Source: “Tatura, German Heritage Trail”

Now I was really curious about how this German family ended up in Australia, especially as internees and how their lives turned out in Down Under!

I tried my luck with the National Archives of Australia website. I found records of the family members’ with their full names:

– Reitmeyer, Heinrich Franz Anton, Date of birth  03 August 1896;
– Reitmeyer, Senta Eva Constanze, 22 January 1902;
– Reitmeyer, Esther, (born 1929/1930)

The family arrived in Australia in 1931 and then again in 1939.

Source: National Archives of Australia

Looks like upon their arrival in 1939, Heinrich was detained as prisoner of war and put to live in the Tatura internees camp.

Source: National Archives of Australia

I can read in these documents that Heinrich was born in Constantinople in today’s Turkey to a father Reitmeyer and an Italian mother Antoinette de Paviro, living in Dolo, Venice in Italy at the time of Heinrich’s arrest. Heinrich’s occupation was manager and in some other documents he is referred to with a PhD. title. The record also shows his service as a Commissioned Officer in the German Army during WWI. At the time of his arrest, he had been a resident of Australia for 9 years.

Senta was detained in 1942, and I wonder if that was perhaps voluntary since she had been separated from her husband for more than 3 years by then, raising their teenage daughter alone.

Senta Eva Constanze née Hohf was born on 22 January 1902 to parents Rudolf Hohf and Maria née Aussem in Mönchengladbach, Germany. CLICK to see her birth certificate available on Ancestry. Her parents married in 1898 in Amsterdam. Accoding to the information available on Ancestry, Senta had 4 siblings: Antonie Hohf (1899-1984), Rudolf Hohf (1908-1980), Hanna Hohf and Esther Hohf (1904-1927) (CLICK).

So what happened to the family after WWII?

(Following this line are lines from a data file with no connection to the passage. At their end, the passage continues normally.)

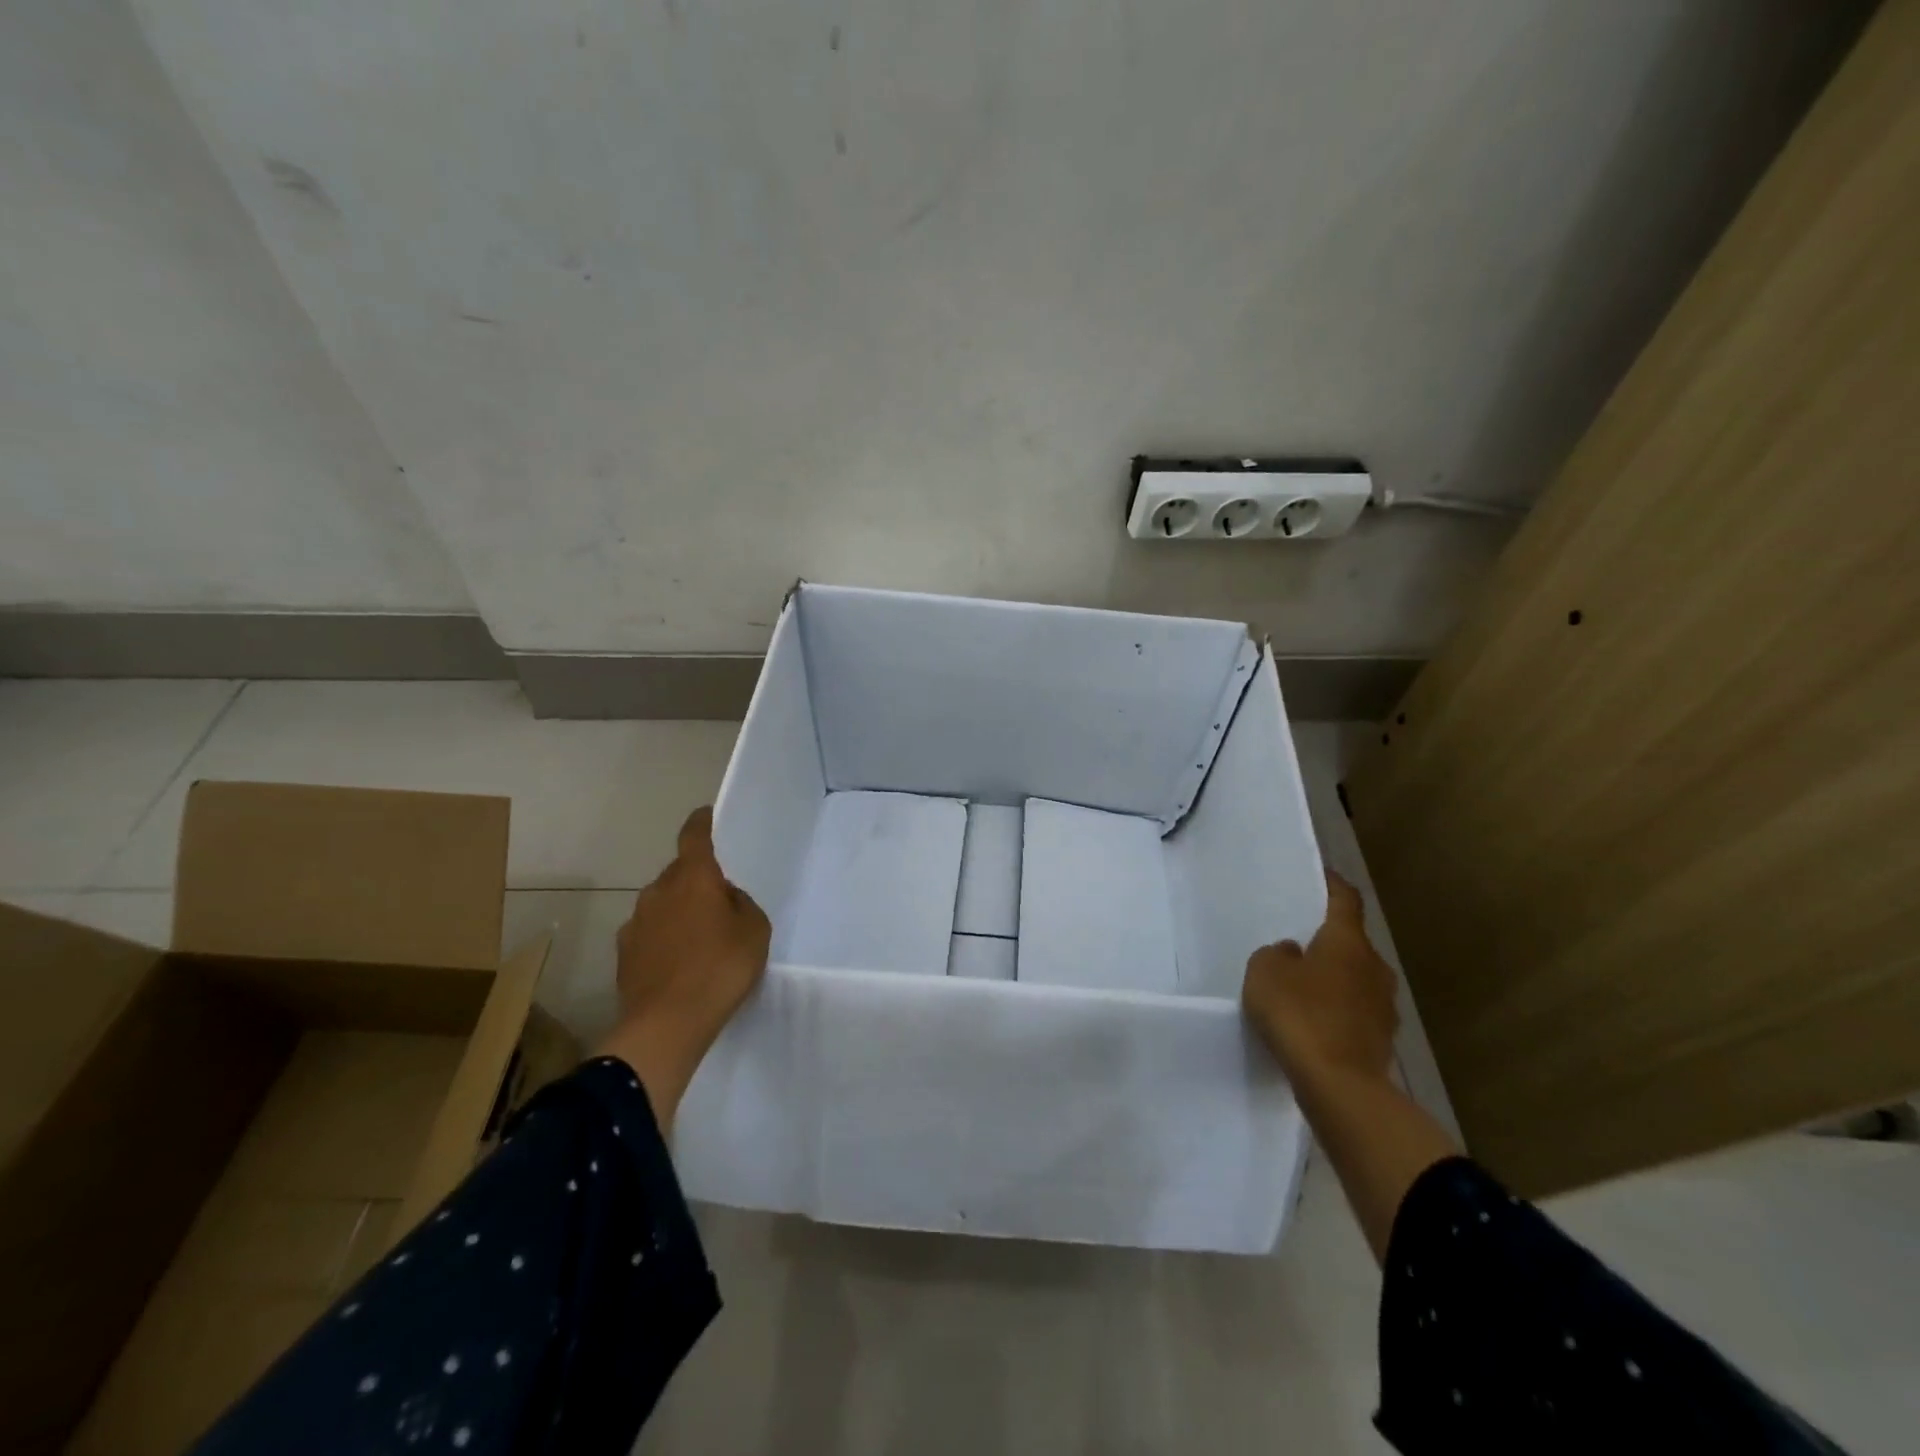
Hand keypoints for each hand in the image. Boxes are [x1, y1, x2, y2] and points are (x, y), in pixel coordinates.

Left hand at [597, 807, 770, 1127]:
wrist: (666, 1024)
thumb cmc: (720, 968)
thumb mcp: (755, 930)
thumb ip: (740, 903)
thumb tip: (724, 897)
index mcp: (693, 877)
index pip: (694, 835)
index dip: (701, 822)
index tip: (706, 815)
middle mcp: (658, 890)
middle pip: (679, 873)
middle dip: (696, 880)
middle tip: (719, 902)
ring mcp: (636, 921)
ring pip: (662, 903)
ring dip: (678, 911)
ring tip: (699, 939)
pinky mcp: (623, 952)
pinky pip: (649, 932)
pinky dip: (663, 938)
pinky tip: (678, 962)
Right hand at [1242, 871, 1397, 1082]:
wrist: (1340, 1084)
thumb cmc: (1299, 1013)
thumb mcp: (1265, 971)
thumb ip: (1277, 954)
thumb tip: (1295, 954)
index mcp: (1347, 941)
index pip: (1346, 900)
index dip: (1333, 885)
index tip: (1323, 875)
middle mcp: (1374, 967)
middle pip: (1352, 943)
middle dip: (1329, 941)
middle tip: (1300, 943)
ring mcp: (1384, 1006)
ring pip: (1356, 979)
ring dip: (1334, 979)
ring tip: (1304, 987)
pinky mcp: (1381, 1040)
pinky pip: (1355, 1012)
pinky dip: (1337, 1011)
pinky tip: (1314, 1022)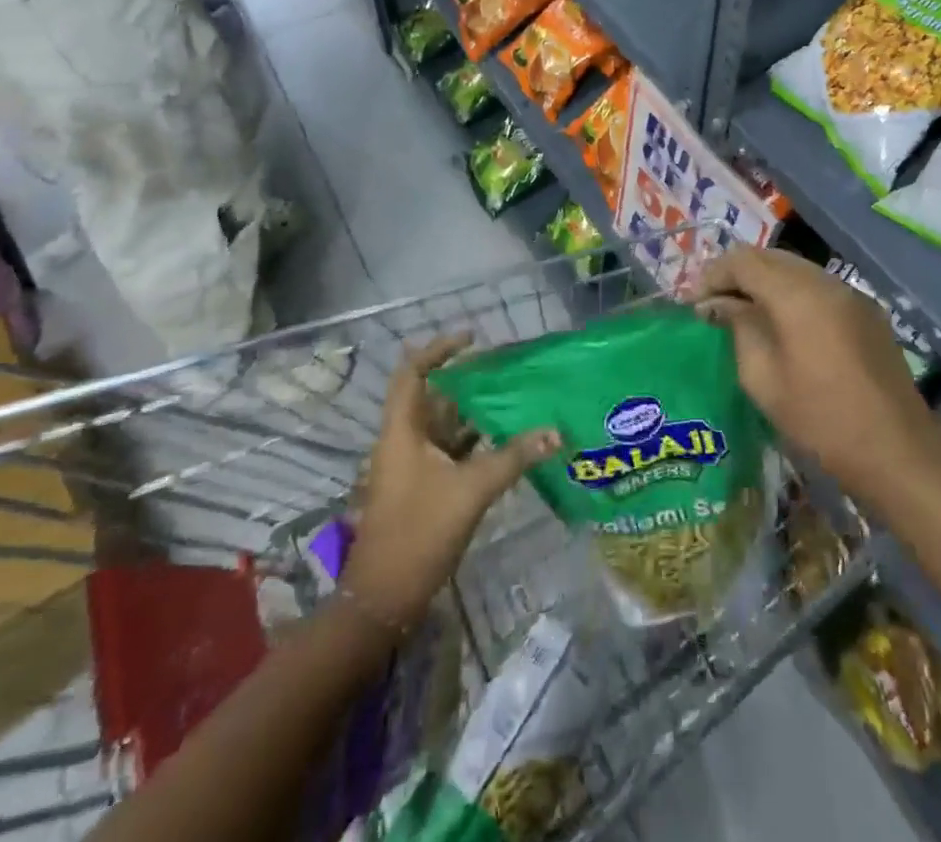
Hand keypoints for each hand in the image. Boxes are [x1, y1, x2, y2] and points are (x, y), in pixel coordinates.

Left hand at [341, 337, 559, 629]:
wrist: (384, 600)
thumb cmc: (419, 533)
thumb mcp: (471, 490)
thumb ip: (514, 457)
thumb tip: (556, 431)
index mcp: (402, 431)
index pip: (413, 372)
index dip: (439, 349)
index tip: (472, 339)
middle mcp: (403, 441)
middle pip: (433, 397)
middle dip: (467, 381)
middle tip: (506, 370)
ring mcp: (411, 466)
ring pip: (444, 426)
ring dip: (474, 413)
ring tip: (513, 398)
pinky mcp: (422, 488)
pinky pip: (450, 451)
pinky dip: (474, 442)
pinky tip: (505, 440)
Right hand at [699, 246, 940, 507]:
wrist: (898, 451)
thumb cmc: (821, 419)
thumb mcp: (763, 378)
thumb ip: (738, 328)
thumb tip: (717, 305)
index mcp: (797, 293)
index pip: (743, 260)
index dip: (713, 275)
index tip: (694, 304)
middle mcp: (825, 281)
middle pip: (770, 257)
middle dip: (737, 274)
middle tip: (714, 306)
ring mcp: (851, 293)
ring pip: (795, 269)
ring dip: (765, 282)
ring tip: (744, 313)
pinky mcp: (867, 311)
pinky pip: (819, 287)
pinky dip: (792, 294)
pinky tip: (783, 324)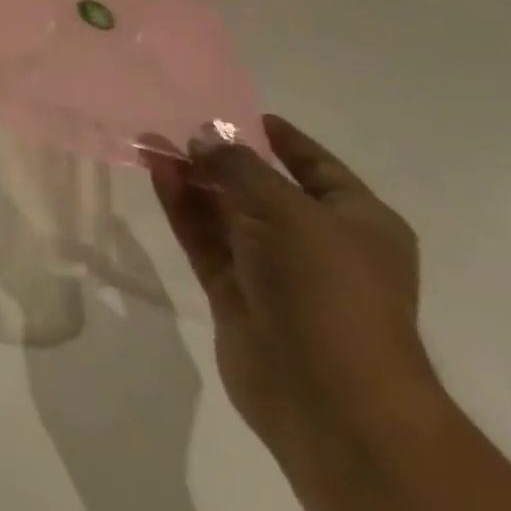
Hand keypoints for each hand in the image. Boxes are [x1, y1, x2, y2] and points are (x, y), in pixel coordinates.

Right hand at [142, 116, 436, 457]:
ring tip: (153, 140)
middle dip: (222, 156)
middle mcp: (317, 243)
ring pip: (226, 211)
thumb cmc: (327, 288)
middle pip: (262, 187)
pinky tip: (158, 172)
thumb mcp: (287, 208)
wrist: (329, 397)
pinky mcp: (235, 292)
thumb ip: (238, 166)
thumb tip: (202, 138)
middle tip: (178, 124)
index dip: (281, 139)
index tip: (240, 113)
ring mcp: (273, 270)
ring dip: (194, 177)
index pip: (317, 167)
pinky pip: (205, 237)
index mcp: (357, 222)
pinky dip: (183, 206)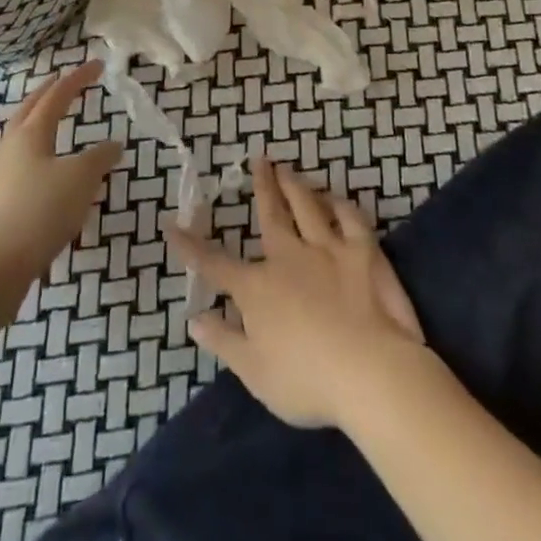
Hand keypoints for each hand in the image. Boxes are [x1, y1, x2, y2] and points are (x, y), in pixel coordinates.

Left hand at [0, 61, 120, 287]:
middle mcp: (9, 147)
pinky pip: (18, 166)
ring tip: (52, 124)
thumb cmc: (40, 212)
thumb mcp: (81, 180)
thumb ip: (99, 158)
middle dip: (47, 92)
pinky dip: (35, 156)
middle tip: (63, 81)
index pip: (57, 96)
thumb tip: (113, 144)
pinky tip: (44, 173)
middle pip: (28, 109)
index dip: (78, 78)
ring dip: (36, 122)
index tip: (97, 65)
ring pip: (19, 137)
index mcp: (30, 133)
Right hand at [167, 155, 424, 428]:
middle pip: (271, 214)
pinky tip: (335, 198)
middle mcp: (288, 257)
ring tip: (287, 168)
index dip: (191, 246)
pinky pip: (350, 218)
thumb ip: (224, 341)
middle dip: (262, 186)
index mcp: (257, 288)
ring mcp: (327, 249)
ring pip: (307, 205)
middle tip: (258, 160)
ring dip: (295, 184)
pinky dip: (340, 204)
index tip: (171, 225)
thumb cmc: (307, 380)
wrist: (370, 372)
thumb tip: (195, 318)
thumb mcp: (254, 372)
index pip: (215, 263)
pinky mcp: (363, 251)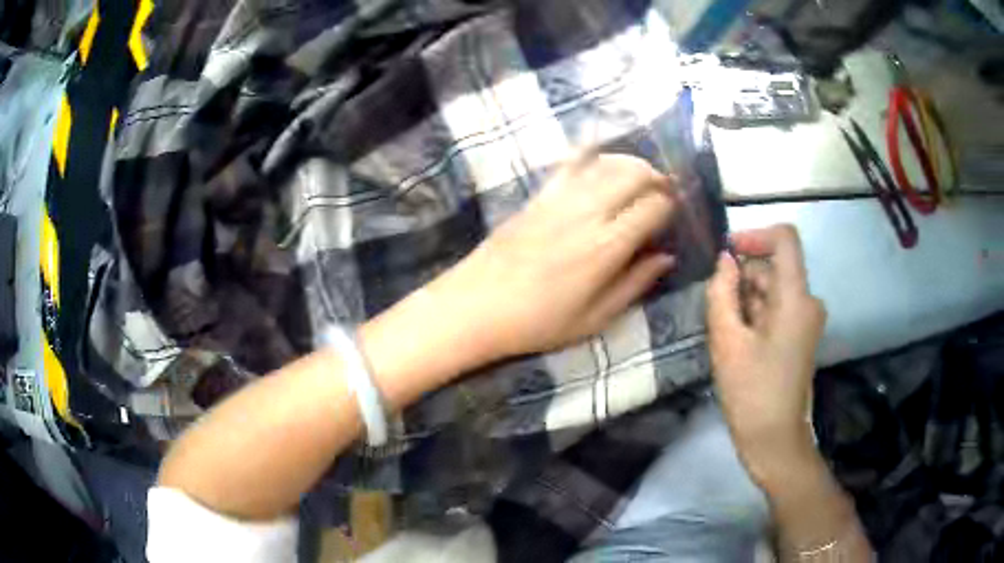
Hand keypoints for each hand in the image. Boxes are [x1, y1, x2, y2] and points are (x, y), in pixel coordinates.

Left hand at [431, 153, 677, 360]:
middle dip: (657, 178)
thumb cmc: (537, 322)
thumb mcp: (594, 318)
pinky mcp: (539, 194)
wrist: (476, 306)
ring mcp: (560, 198)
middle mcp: (588, 212)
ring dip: (630, 164)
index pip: (654, 207)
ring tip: (638, 179)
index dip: (670, 207)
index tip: (672, 216)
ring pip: (607, 161)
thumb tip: (666, 257)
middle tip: (662, 193)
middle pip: (635, 173)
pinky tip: (600, 155)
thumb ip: (634, 284)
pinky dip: (591, 152)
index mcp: (606, 247)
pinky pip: (570, 161)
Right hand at [705, 225, 826, 484]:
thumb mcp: (727, 342)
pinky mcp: (800, 334)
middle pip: (774, 266)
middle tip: (715, 308)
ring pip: (773, 288)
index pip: (785, 238)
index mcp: (796, 298)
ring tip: (725, 332)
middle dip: (743, 277)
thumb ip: (722, 293)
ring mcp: (806, 319)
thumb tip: (724, 261)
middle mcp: (808, 301)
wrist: (774, 440)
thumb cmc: (751, 393)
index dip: (754, 235)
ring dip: (745, 299)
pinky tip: (737, 341)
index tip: (726, 254)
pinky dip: (755, 314)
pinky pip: (776, 308)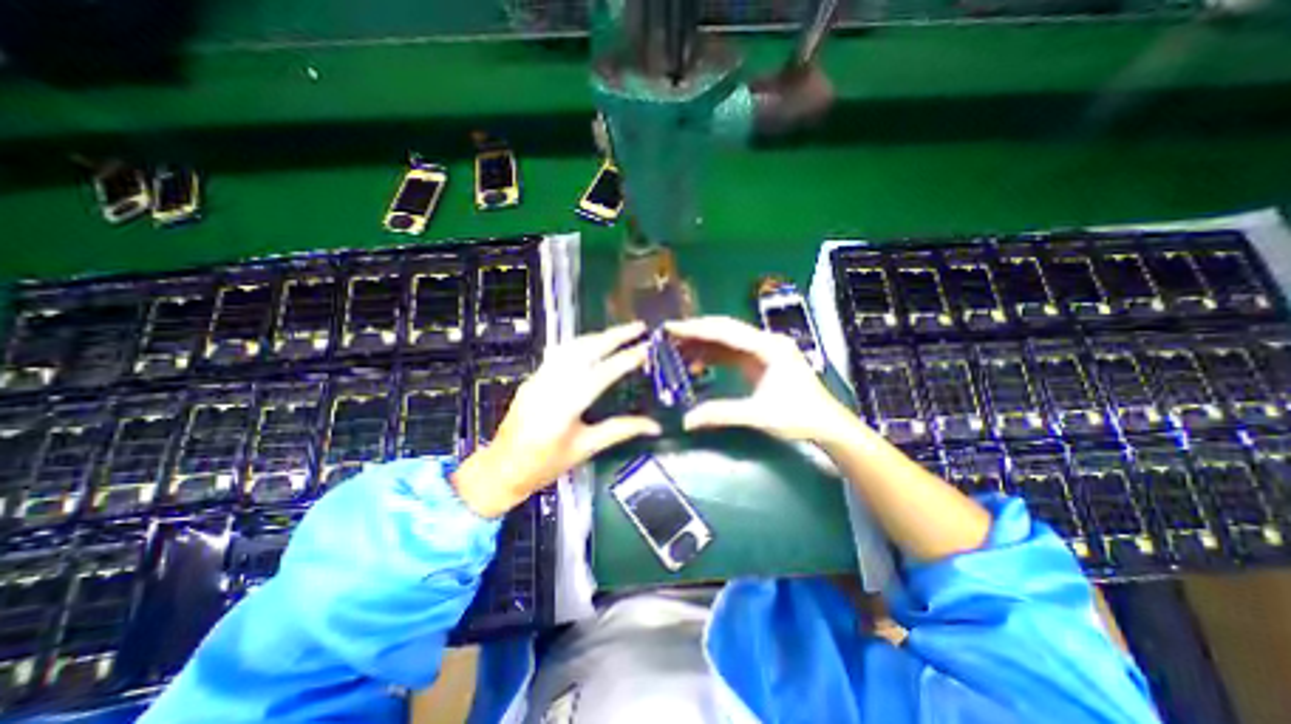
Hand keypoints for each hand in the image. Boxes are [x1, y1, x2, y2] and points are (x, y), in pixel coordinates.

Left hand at [449, 322, 659, 519]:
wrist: (501, 469)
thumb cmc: (545, 465)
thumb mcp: (586, 448)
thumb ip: (621, 430)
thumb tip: (654, 426)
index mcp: (565, 408)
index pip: (601, 374)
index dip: (626, 358)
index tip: (647, 348)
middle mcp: (550, 385)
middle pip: (585, 350)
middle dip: (614, 335)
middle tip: (638, 327)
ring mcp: (538, 378)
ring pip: (571, 347)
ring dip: (598, 336)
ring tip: (621, 333)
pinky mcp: (533, 377)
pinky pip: (559, 353)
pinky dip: (581, 343)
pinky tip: (593, 343)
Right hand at [665, 315, 855, 439]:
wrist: (827, 425)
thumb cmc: (798, 416)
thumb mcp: (758, 415)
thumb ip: (721, 414)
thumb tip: (686, 420)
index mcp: (768, 347)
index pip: (725, 331)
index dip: (696, 329)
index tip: (671, 328)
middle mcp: (766, 341)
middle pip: (725, 329)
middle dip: (696, 332)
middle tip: (669, 336)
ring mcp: (764, 350)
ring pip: (727, 340)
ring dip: (703, 344)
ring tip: (677, 350)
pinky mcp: (761, 361)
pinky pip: (732, 352)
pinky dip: (714, 356)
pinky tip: (697, 363)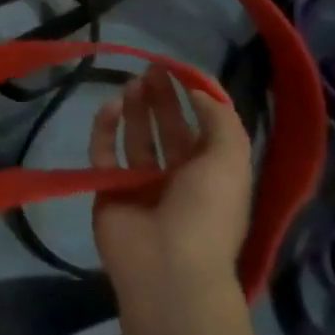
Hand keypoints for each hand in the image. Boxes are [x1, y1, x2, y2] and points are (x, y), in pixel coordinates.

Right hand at [91, 67, 252, 296]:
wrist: (166, 266)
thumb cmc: (206, 213)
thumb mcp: (230, 162)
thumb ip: (220, 121)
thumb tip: (201, 90)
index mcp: (213, 175)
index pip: (204, 129)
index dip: (195, 99)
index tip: (181, 70)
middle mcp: (178, 177)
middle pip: (169, 129)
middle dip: (163, 99)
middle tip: (152, 69)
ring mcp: (141, 183)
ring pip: (137, 137)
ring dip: (136, 109)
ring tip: (133, 81)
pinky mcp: (108, 186)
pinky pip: (104, 151)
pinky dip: (105, 128)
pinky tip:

Unfortunately Heinrich passed away in 1949. He was buried at the Mona Vale (Turimetta) Cemetery in New South Wales, Australia. I found his gravestone on Billion Graves site.


Source: Billion Graves

Looks like Senta returned to Germany after Heinrich’s death. She is listed in the Münich address books from 1952 till 1980. She travels to New York from Bremerhaven, Germany, alone in 1958. I wonder whom she visited? The birth certificate of Senta has a remark that she passed away in March 1981.

Esther did her leaving certificate at the Sacred Heart College in Shepparton, Australia, and majored in English and German.


Source: Shepparton Advertiser, 31 January 1947, available on MyHeritage

But did Esther accompany her mother to Germany or did she perhaps stay in Australia or move to America? Did she marry and change her surname? There are no available records on Esther after 1947. If she was born in 1929/30, she might still be alive today!

If you recognise the Reitmeyers, please let me know!

2 thoughts on “The Reitmeyers

  1. Klaus Weissenberger says:

    Senta Reitmeyer was my godmother, because my father worked together with her husband in Sydney, before they were both interned. I am the little boy in the first row of the fotos. In the early fifties she returned to Germany with Ester. At first she lived in Marktschorgast, a small town north of Bayreuth. Ester had difficulties to study at a German university, because she did not have a German high school diploma. She married a man, whose surname was Breimann, a representative of Maizena, and was sent to Japan with his family. Eventually, they returned to Europe and lived in Montreux, Switzerland.